> **Pose estimation data**:
┌──
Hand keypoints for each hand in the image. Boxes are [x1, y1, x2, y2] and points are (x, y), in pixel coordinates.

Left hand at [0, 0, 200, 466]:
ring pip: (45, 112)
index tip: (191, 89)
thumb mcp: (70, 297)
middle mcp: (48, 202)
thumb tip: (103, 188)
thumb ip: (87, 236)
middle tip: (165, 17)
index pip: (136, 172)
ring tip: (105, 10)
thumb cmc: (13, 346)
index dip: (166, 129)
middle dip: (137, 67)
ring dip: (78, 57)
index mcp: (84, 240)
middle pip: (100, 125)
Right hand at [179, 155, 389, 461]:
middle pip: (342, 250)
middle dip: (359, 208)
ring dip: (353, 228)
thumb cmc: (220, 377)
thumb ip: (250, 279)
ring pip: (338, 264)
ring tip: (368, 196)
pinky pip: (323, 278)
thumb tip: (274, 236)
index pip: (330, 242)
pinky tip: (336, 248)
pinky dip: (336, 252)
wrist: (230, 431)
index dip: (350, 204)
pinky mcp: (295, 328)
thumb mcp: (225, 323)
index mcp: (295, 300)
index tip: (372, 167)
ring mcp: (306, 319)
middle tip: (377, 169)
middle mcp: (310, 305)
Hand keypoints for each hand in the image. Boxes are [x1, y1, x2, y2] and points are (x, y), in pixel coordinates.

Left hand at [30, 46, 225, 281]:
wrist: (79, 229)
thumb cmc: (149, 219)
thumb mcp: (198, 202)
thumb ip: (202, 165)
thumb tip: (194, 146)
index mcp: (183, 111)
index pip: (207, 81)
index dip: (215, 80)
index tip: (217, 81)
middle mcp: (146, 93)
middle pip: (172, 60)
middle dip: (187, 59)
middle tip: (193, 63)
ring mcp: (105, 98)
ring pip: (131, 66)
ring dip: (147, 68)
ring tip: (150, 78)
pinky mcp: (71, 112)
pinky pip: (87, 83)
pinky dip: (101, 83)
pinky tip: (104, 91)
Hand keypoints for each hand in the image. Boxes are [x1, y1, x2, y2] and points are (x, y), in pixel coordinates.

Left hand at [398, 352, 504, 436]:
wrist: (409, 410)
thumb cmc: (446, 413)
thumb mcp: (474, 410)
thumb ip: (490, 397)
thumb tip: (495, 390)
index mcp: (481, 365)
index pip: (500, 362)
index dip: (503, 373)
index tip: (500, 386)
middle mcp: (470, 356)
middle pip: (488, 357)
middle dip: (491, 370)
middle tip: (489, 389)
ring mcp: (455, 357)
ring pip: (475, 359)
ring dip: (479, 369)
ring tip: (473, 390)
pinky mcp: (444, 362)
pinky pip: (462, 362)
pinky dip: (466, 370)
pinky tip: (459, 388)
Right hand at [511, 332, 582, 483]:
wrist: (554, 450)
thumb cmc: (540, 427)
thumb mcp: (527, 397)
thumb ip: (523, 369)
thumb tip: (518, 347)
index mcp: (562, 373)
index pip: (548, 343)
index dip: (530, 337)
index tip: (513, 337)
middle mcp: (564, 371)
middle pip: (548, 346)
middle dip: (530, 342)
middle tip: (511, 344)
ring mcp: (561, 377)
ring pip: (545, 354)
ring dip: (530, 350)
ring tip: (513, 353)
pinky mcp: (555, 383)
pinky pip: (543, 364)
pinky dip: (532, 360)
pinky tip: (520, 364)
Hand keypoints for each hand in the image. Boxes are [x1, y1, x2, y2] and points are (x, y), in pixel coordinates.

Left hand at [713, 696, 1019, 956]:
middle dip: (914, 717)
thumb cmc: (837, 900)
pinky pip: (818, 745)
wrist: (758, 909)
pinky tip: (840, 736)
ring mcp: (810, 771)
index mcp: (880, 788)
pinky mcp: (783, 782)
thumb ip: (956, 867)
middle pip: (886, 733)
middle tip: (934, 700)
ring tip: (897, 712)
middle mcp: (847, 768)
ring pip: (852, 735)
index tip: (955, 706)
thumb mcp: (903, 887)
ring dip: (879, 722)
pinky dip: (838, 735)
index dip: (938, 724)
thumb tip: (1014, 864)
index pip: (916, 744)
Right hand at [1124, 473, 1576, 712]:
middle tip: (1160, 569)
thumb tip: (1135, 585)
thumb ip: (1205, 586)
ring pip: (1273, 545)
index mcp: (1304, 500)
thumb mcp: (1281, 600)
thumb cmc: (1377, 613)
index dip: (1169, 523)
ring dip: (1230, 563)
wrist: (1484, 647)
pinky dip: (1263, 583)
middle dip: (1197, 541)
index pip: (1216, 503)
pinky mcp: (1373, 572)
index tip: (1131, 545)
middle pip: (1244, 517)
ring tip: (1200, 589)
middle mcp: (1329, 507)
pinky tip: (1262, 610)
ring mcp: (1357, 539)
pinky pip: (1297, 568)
└──
> **What to work on**: Write out each line of the data above again, exactly as given.

> **Answer box**:
Hand keypoints for each hand in the image. Boxes are [x1, y1, x2, y2] and points are (x, y), in pixel coordinates.

Left hand at [0, 0, 200, 466]:
ring pip: (45, 112)
index tip: (191, 89)
thumb mcp: (70, 297)
middle mcp: (48, 202)
thumb tip: (103, 188)
thumb ip: (87, 236)
middle tip: (165, 17)
index pip: (136, 172)
ring tip: (105, 10)
thumb cmc: (13, 346)
index dip: (166, 129)
middle dip: (137, 67)
ring dip: (78, 57)
index mcp: (84, 240)
middle pip: (100, 125)
Right hand at [179, 155, 389, 461]:
middle pip: (342, 250)
middle dip: (359, 208)
ring dip: (353, 228)
thumb cmc: (220, 377)
thumb ip: (250, 279)
ring pip: (338, 264)
ring tip: (368, 196)
pinky pip: (323, 278)
thumb tip: (274, 236)
index pip: (330, 242)
pinky tip: (336, 248)
pinky dip: (336, 252)
wrist: (230, 431)
index dip: (350, 204)
pinky mcp: (295, 328)
thumb mcp: (225, 323)
index mcp: (295, 300)
index tip: (372, 167)
ring mcp: (306, 319)
middle tip: (377, 169)
middle mcp: (310, 305)
Hand keypoints for each hand in the image. Boxes are [x1, y1, x2, y2] and points are (x, y), in pixel coordinates.

Left hand at [30, 46, 225, 281]:
wrist: (79, 229)
thumb cmc: (149, 219)
thumb mcp: (198, 202)
thumb ip: (202, 165)
thumb tip: (194, 146)
index mcp: (183, 111)
index pip: (207, 81)
index dip: (215, 80)
index tip: (217, 81)
middle mcp: (146, 93)
middle pip: (172, 60)
middle dip: (187, 59)
middle tip: (193, 63)
ring mcp: (105, 98)
ring pip: (131, 66)
ring dip: (147, 68)
ring tip: (150, 78)
pinky mcp: (71, 112)
pinky pip: (87, 83)
pinky dip: (101, 83)
pinky tip: (104, 91)
Hand keypoints for each hand in the image. Boxes are [x1, y1, x2, y2] and points are (x, y), in pixel coordinates.

Left hand at [398, 352, 504, 436]:
wrist: (409, 410)
thumb cmc: (446, 413)
thumb mcp: (474, 410)
thumb ip: (490, 397)
thumb tip: (495, 390)
index mcp: (481, 365)
index pip: (500, 362)
index dip: (503, 373)
index tip: (500, 386)
middle mcp: (470, 356)
middle pip: (488, 357)
middle dip: (491, 370)
middle tip: (489, 389)
ring mcp: (455, 357)
ring pip: (475, 359)
ring dip: (479, 369)
ring tip: (473, 390)
pinky mcp: (444, 362)
pinky pip: (462, 362)
pinky dip: (466, 370)
pinky tip: (459, 388)
Right hand at [511, 332, 582, 483]:
wrist: (554, 450)
thumb cmc: (540, 427)
thumb mcp: (527, 397)
thumb ip: (523, 369)
thumb tip: (518, 347)
index mcp: (562, 373)
index pip: (548, 343)
index dip: (530, 337)
index tip: (513, 337)
middle mcp: (564, 371)
middle pip: (548, 346)
middle dip: (530, 342)
middle tip: (511, 344)
ring mcp: (561, 377)
ring pip: (545, 354)
ring dip: (530, 350)
ring tip: (513, 353)
pinky mcp: (555, 383)
pinky pip: (543, 364)
pinky dip: (532, 360)
pinky tip: (520, 364)
Hand keypoints for each hand in the image. Boxes are [x1, y1, x2, y2] and points are (x, y), in pixel coordinates.

Left hand at [713, 696, 1019, 956]:
middle dip: (914, 717)
thumb cmc: (837, 900)
pinky pip: (818, 745)
wrist: (758, 909)
pinky tip: (840, 736)
ring mcp: (810, 771)
index mcp: (880, 788)
pinky mcp: (783, 782)
thumb ip: (956, 867)
middle pip: (886, 733)
middle tip: (934, 700)
ring tip: (897, 712)
middle mcp: (847, 768)
ring pip: (852, 735)
index tip: (955, 706)
thumb mcp: (903, 887)
ring dip: (879, 722)
pinky dip: (838, 735)
index dip: (938, 724)
thumb tip: (1014, 864)
index pip: (916, 744)
Right hand at [1124, 473, 1576, 712]:
middle tip: (1160, 569)
thumb tip: (1135, 585)
thumb ip: (1205, 586)
ring pip: (1273, 545)
index mcp: (1304, 500)
thumb mcp: (1281, 600)
thumb cmc: (1377, 613)
index dip: (1169, 523)
ring dip: (1230, 563)
wrist: (1484, 647)
pinky dip: (1263, 583)
middle dip: (1197, 541)
index pip: (1216, 503)
pinky mcp: (1373, 572)
index tip: (1131, 545)
middle pip: (1244, 517)
ring tip: (1200, 589)
middle mcp: (1329, 507)
pinky tip: (1262, 610)
ring mcp: (1357, 539)
pinky pip: (1297, 568)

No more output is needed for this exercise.